What explains the serene confidence? “Derivatives is the tail on this dog,” the lawyer continued. “It’s not what’s going to drive the bill through Congress. Nor is it the filibuster point. Other stuff makes a lot more noise.” The bottom line, this person concluded, is that voters just aren’t very invested in the details of derivatives reform, and so it’s hard to believe the Democrats will be, too: “Words on the page are not that critical to the public. … The public just wants to see something done here. … To some extent, passing a bill [whatever the details] will be marketed as a success.”

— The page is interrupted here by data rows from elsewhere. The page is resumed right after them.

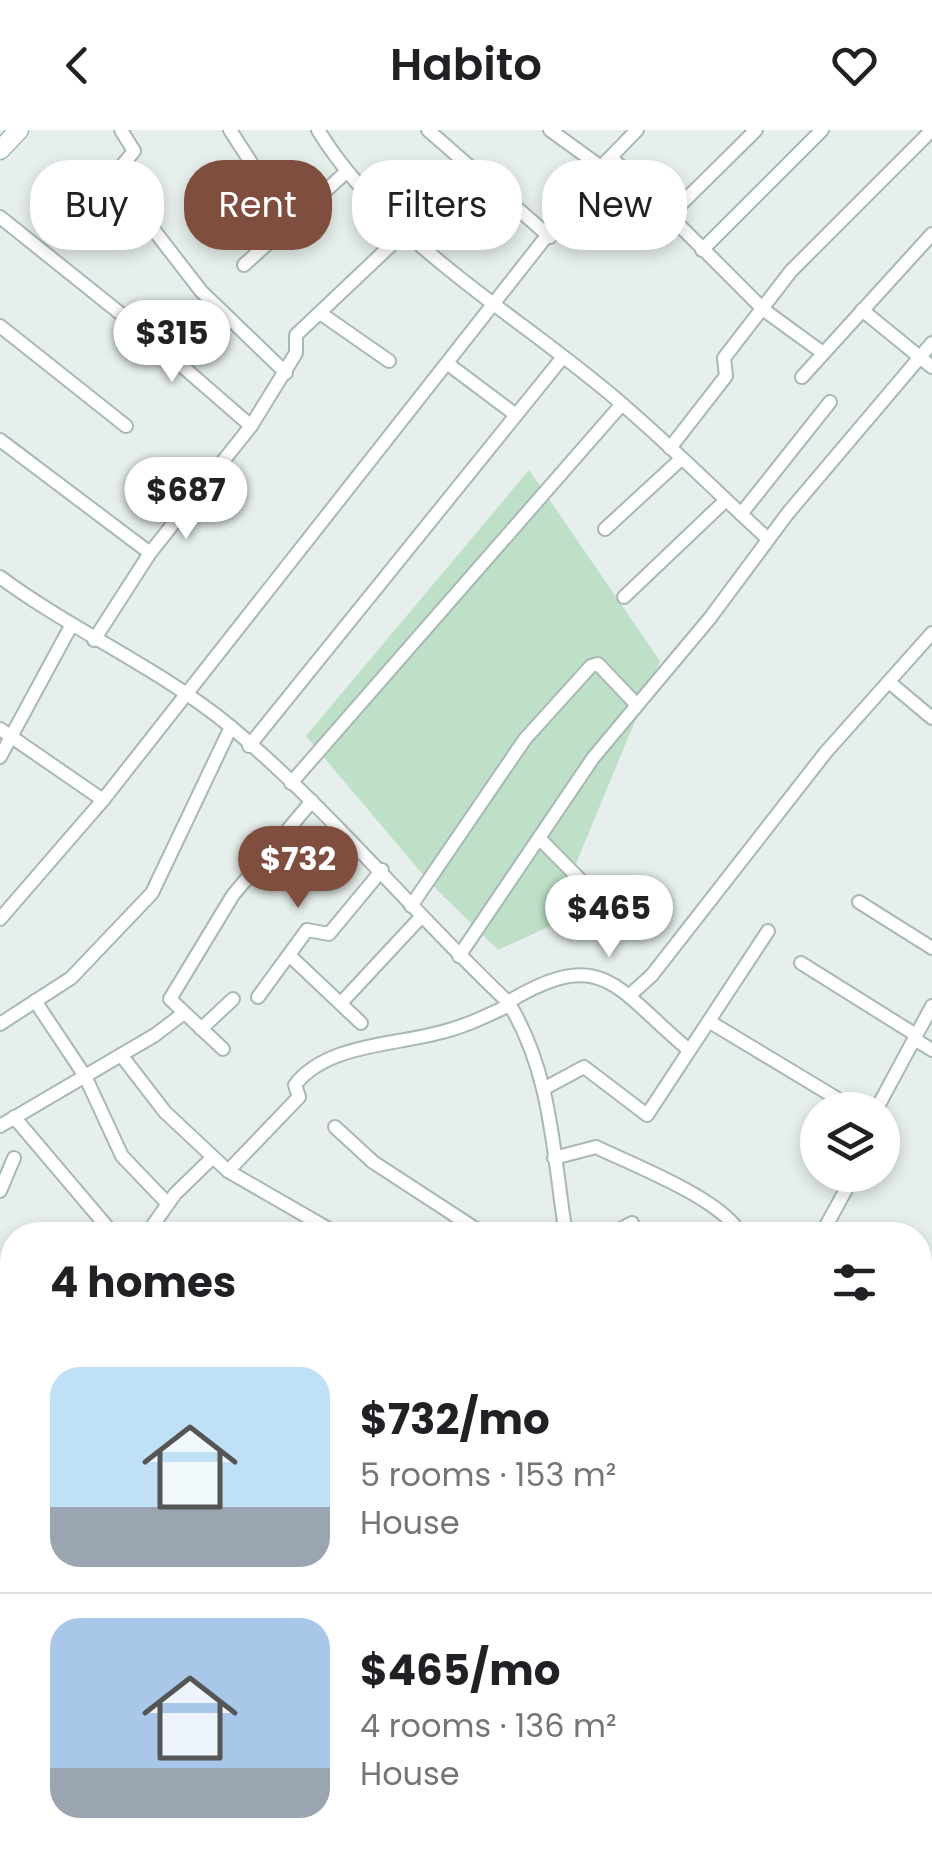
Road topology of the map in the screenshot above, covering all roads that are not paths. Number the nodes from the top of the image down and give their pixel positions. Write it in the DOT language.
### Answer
graph roads {
  1 [pos="19,130"];
  2 [pos="121,130"];
  3 [pos="230,130"];
  4 [pos="318,130"];
  5 [pos="428,130"];
  6 [pos="550,130"];
  7 [pos="637,130"];
  8 [pos="756,130"];
  9 [pos="822,130"];
  10 [pos="932,130"];
  11 [pos="0,150"];
  12 [pos="249,160"];
  13 [pos="602,160"];
  14 [pos="608,160"];
  15 [pos="344,174"];
  16 [pos="352,181"];
  17 [pos="332,185"];
  18 [pos="687,198"];
  19 [pos="0,218"];
  20 [pos="542,229"];
  21 [pos="932,234"];
  22 [pos="687,235"];
  23 [pos="542,246"];
  24 [pos="260,250"];
  25 [pos="386,250"];
  26 [pos="430,250"];
  27 [pos="702,250"];
  28 [pos="244,265"];
  29 [pos="495,306"];
  30 [pos="764,310"];
  31 [pos="862,310"];
  32 [pos="320,312"];
  33 [pos="0,326"];
  34 [pos="932,343"];
  35 [pos="823,353"];
  36 [pos="563,357"];
  37 [pos="920,358"];
  38 [pos="388,361"];
  39 [pos="448,364"];
  40 [pos="932,368"];
  41 [pos="286,372"];
  42 [pos="802,377"];
  43 [pos="830,402"];
  44 [pos="622,404"];
  45 [pos="516,415"];
  46 [pos="126,426"];
  47 [pos="251,426"];
  48 [pos="0,440"];
  49 [pos="670,448"];
  50 [pos="681,459"];
  51 [pos="726,500"];
  52 [pos="741,514"];
  53 [pos="605,528"];
  54 [pos="768,539"];
  55 [pos="150,552"];
  56 [pos="0,577"];
  57 [pos="624,597"];
  58 [pos="72,626"];
  59 [pos="932,634"];
  60 [pos="94,640"];
  61 [pos="889,682"];
  62 [pos="185,696"];
  63 [pos="636,704"];
  64 [pos="932,718"];
  65 [pos="231,727"];
  66 [pos="6,732"];
  67 [pos="249,746"];
  68 [pos="0,757"];
  69 [pos="292,782"];
  70 [pos="103,800"];
  71 [pos="312,801"];
  72 [pos="539,838"];
  73 [pos="382,870"];
  74 [pos="859,902"];
  75 [pos="416,912"];
  76 [pos="619,919"];
  77 [pos="0,920"];
  78 [pos="768,931"];
  79 [pos="932,948"];
  80 [pos="289,954"];
  81 [pos="459,956"];
  82 [pos="801,963"];
  83 [pos="630,995"];
  84 [pos="258,997"];
  85 [pos="233,998"];
  86 [pos="35,1001"];
  87 [pos="341,1002"];
  88 [pos="509,1003"];
  89 [pos="932,1006"];
  90 [pos="184,1013"];
  91 [pos="710,1022"];
  92 [pos="360,1023"];
  93 [pos="0,1024"];
  94 [pos="202,1029"];
  95 [pos="915,1037"];
  96 [pos="222,1049"];
  97 [pos="689,1050"];
  98 [pos="932,1050"];
  99 [pos="121,1055"];
  100 [pos="84,1076"];
  101 [pos="545,1088"];
  102 [pos="826,1092"];
  103 [pos="886,1092"];
  104 [pos="14,1117"];
  105 [pos="0,1126"];
  106 [pos="336,1127"];
  107 [pos="14,1158"];
  108 [pos="212,1158"];
  109 [pos="554,1158"];
  110 [pos="228,1172"];
  111 [pos="0,1192"];
  112 [pos="845,1192"];
  113 [pos="167,1203"];
  114 [pos="103,1222"];
  115 [pos="155,1222"];
  116 [pos="311,1222"];
  117 [pos="466,1222"];
  118 [pos="564,1222"];
  119 [pos="732,1222"];
  120 [pos="828,1222"];
  1 -- 11 [label="street"];
  2 -- 41 [label="street"];
  3 -- 12 [label="street"];
  4 -- 15 [label="street"];
  5 -- 20 [label="street"];
  6 -- 13 [label="street"];
  7 -- 14 [label="street"];
  8 -- 18 [label="street"];
  9 -- 27 [label="street"];
  10 -- 30 [label="street"];
  15 -- 16 [label="street"];
  15 -- 17 [label="street"];
  19 -- 47 [label="street"];
  21 -- 31 [label="street"];
  22 -- 27 [label="street"];
  23 -- 29 [label="street"];
  24 -- 28 [label="street"];
  25 -- 32 [label="street"];
  26 -- 29 [label="street"];
  27 -- 30 [label="street"];
  29 -- 36 [label="street"];
  29 -- 39 [label="street"];
  30 -- 35 [label="street"];
  30 -- 49 [label="street"];
  31 -- 35 [label="street"];
  31 -- 37 [label="street"];
  32 -- 38 [label="street"];
  32 -- 41 [label="street"];
  33 -- 46 [label="street"];
  34 -- 37 [label="street"];
  35 -- 42 [label="street"];
  36 -- 44 [label="street"];
  36 -- 45 [label="street"];
  37 -- 40 [label="street"];
  37 -- 54 [label="street"];
  39 -- 45 [label="street"];
  39 -- 62 [label="street"];
  41 -- 47 [label="street"];
  43 -- 52 [label="street"];
  44 -- 49 [label="street"];
  44 -- 69 [label="street"];
  45 -- 67 [label="street"];
  47 -- 55 [label="street"];
  48 -- 55 [label="street"];
  49 -- 50 [label="street"];
  50 -- 51 [label="street"];
  50 -- 53 [label="street"];
  51 -- 52 [label="street"];
  51 -- 57 [label="street"];
  52 -- 54 [label="street"];
  54 -- 63 [label="street"];
  55 -- 60 [label="street"];
  56 -- 58 [label="street"];
  58 -- 60 [label="street"];
  58 -- 66 [label="street"];
  59 -- 61 [label="street"];
  60 -- 62 [label="street"];
  61 -- 64 [label="street"];
  61 -- 83 [label="street"];
  62 -- 65 [label="street"];
  62 -- 70 [label="street"];
  63 -- 72 [label="street"];
  63 -- 75 [label="street"];
  65 -- 67 [label="street"];
  65 -- 86 [label="street"];
  66 -- 68 [label="street"];
  66 -- 70 [label="street"];
  67 -- 69 [label="street"];
  69 -- 71 [label="street"];
  70 -- 77 [label="street"];
  71 -- 73 [label="street"];
  71 -- 90 [label="street"];
  72 -- 76 [label="street"];
  72 -- 81 [label="street"];
  73 -- 75 [label="street"];
  73 -- 80 [label="street"];
  74 -- 79 [label="street"];
  75 -- 81 [label="street"];
  75 -- 87 [label="street"];
  78 -- 91 [label="street"];
  80 -- 84 [label="street"];
  80 -- 87 [label="street"];
  81 -- 88 [label="street"];
  82 -- 95 [label="street"];
  83 -- 88 [label="street"];
  83 -- 97 [label="street"];
  85 -- 94 [label="street"];
  86 -- 93 [label="street"];
  86 -- 100 [label="street"];
  87 -- 92 [label="street"];
  88 -- 101 [label="street"];
  88 -- 110 [label="street"];
  89 -- 95 [label="street"];
  90 -- 94 [label="street"];
  90 -- 99 [label="street"];
  91 -- 97 [label="street"];
  91 -- 102 [label="street"];
  94 -- 96 [label="street"];
  95 -- 98 [label="street"];
  95 -- 103 [label="street"];
  97 -- 101 [label="street"];
  99 -- 100 [label="street"];
  99 -- 108 [label="street"];
  100 -- 104 [label="street"];
  100 -- 113 [label="street"];
  101 -- 109 [label="street"];
  104 -- 105 [label="street"];
  104 -- 114 [label="street"];
  106 -- 117 [label="street"];
  107 -- 111 [label="street"];
  108 -- 110 [label="street"];
  108 -- 113 [label="street"];
  109 -- 118 [label="street"];
  109 -- 119 [label="street"];
  110 -- 116 [label="street"];
  112 -- 120 [label="street"];
  113 -- 115 [label="street"];
}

I’ve heard this expressed as a concern by people at Treasury. Simply put, it’s difficult to sustain mass public interest in the question of whether or not too many loopholes have been put in a regulation requiring derivatives to be traded via clearinghouses. That said, elite opinion matters too. Lincoln is currently facing a primary challenge that some liberals like Scheiber’s colleague Jonathan Chait think is unwarranted on the grounds that she represents a very conservative state. It seems doubtful, however, that anyone can rationalize a pro-Wall Street stance on derivative regulation as crucial to political viability in Arkansas.